■ Task requirements
Some lines in the records below may hold the word "Virginia"; give the number of those lines and nothing else.

■ Records to use

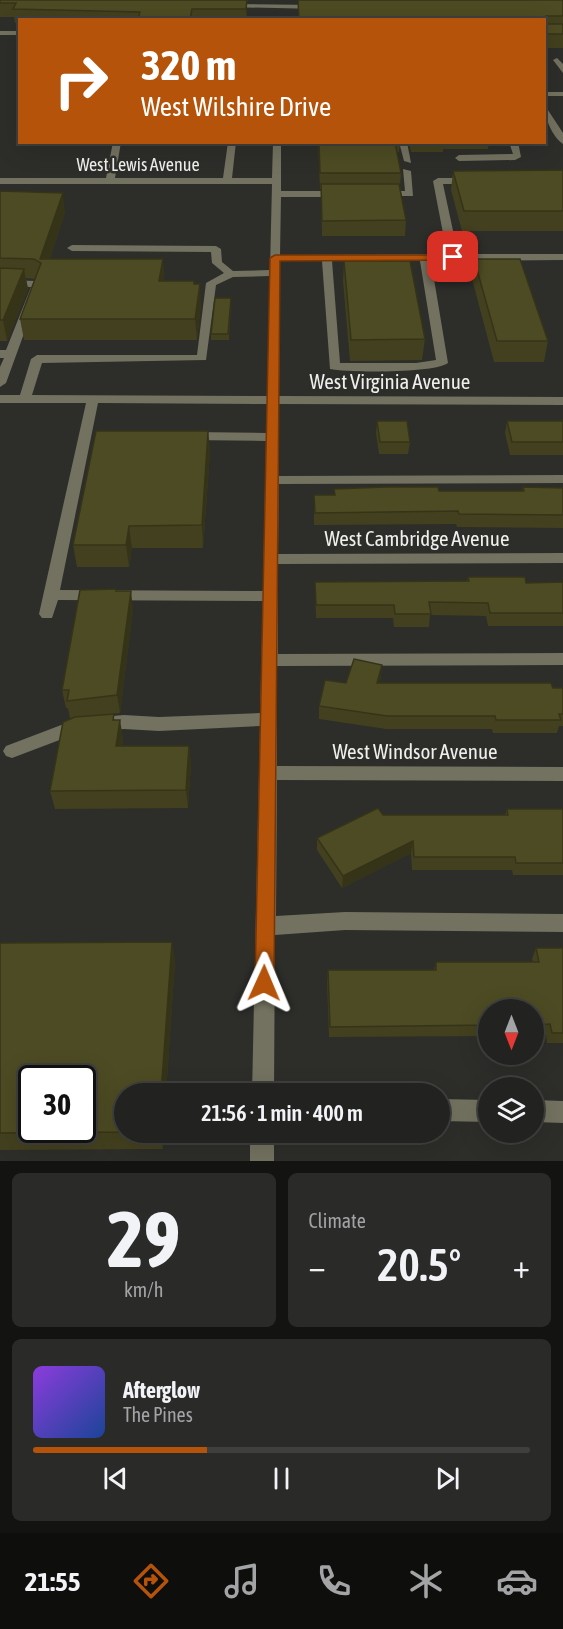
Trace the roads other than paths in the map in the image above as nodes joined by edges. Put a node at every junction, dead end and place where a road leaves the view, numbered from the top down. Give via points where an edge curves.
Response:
1 (214, 6) edge
2 (329, 6) edge
3 (283, 7) edge
4 (0, 33) edge
5 (18, 33) edge
6 (557, 60) dead end
7 (563, 70) edge
8 (546, 94) edge
9 (563, 94) edge
10 (546, 110) edge
11 (563, 141) edge
12 (117, 144) edge
13 (231, 144) edge
14 (277, 144) edge
15 (403, 144) edge
16 (514, 144) edge
17 (459, 158) dead end
18 (0, 181) edge
19 (110, 181) junction
20 (227, 181) junction
21 (276, 181) junction
22 (484, 181) edge
23 (276, 194) junction
24 (348, 194) edge
25 (369, 194) edge
26 (72, 248) dead end
27 (453, 257) junction
28 (563, 257) edge
29 (275, 258) junction
30 (327, 258) junction
31 (425, 258) junction
32 (275, 273) junction
33 (231, 274) junction
34 (0, 284) edge
35 (6, 354) edge
36 (0, 382) edge
37 (0, 399) edge
38 (25, 399) junction
39 (93, 399) junction
40 (273, 400) junction
41 (563, 401) edge
42 (179, 436) edge
43 (273, 437) junction
44 (563, 479) edge
45 (272, 480) junction
46 (563, 558) edge
47 (271, 559) junction
48 (51, 595) junction
49 (270, 596) junction
50 (47, 614) dead end
51 (563, 659) edge
52 (269, 660) junction
53 (268, 719) junction
54 (12, 751) dead end
55 (268, 772) junction
56 (563, 774) edge
57 (563, 923) edge
58 (266, 926) junction
59 (263, 1083) edge
60 (450, 1110) edge
61 (478, 1111) edge
62 (544, 1111) edge
63 (563, 1112) edge
64 (262, 1143) edge
65 (262, 1161) edge

1 - 3 street
2 - 3 street
4 - 5 street
6 - 7 street
8 - 9 street
10 - 11 street
12 - 19 street
13 - 20 street
14 - 21 street
15 - 25 street via 410,194
16 - 17 street via 518,155 515,157
18 - 19 street, West Lewis Avenue via 68,185
19 - 20 street, West Lewis Avenue
20 - 21 street, West Lewis Avenue
21 - 23 street
22 - 27 street via 438,181
23 - 24 street
23 - 29 street
26 - 33 street via 216,249 216,263
27 - 28 street
27 - 31 street
29 - 30 street
29 - 32 street
30 - 31 street
30 - 31 street via 334,366 393,367 442,363
32 - 33 street
32 - 40 street
33 - 38 street via 211,283 202,358 37,359
34 - 35 street via 37,284
35 - 36 street
37 - 38 street, West Virginia Avenue
38 - 39 street, West Virginia Avenue
39 - 40 street, West Virginia Avenue
39 - 48 street via 91,436
40 - 41 street, West Virginia Avenue
40 - 43 street
42 - 43 street
43 - 45 street
44 - 45 street
45 - 47 street
46 - 47 street, West Cambridge Avenue
47 - 49 street
48 - 49 street
48 - 50 street
49 - 52 street
51 - 52 street
52 - 53 street
53 - 54 street via 77,726
53 - 55 street
55 - 56 street, West Windsor Avenue
55 - 58 street
57 - 58 street via 345,921
58 - 59 street
60 - 61 street
62 - 63 street
64 - 65 street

■ Answer to this task
4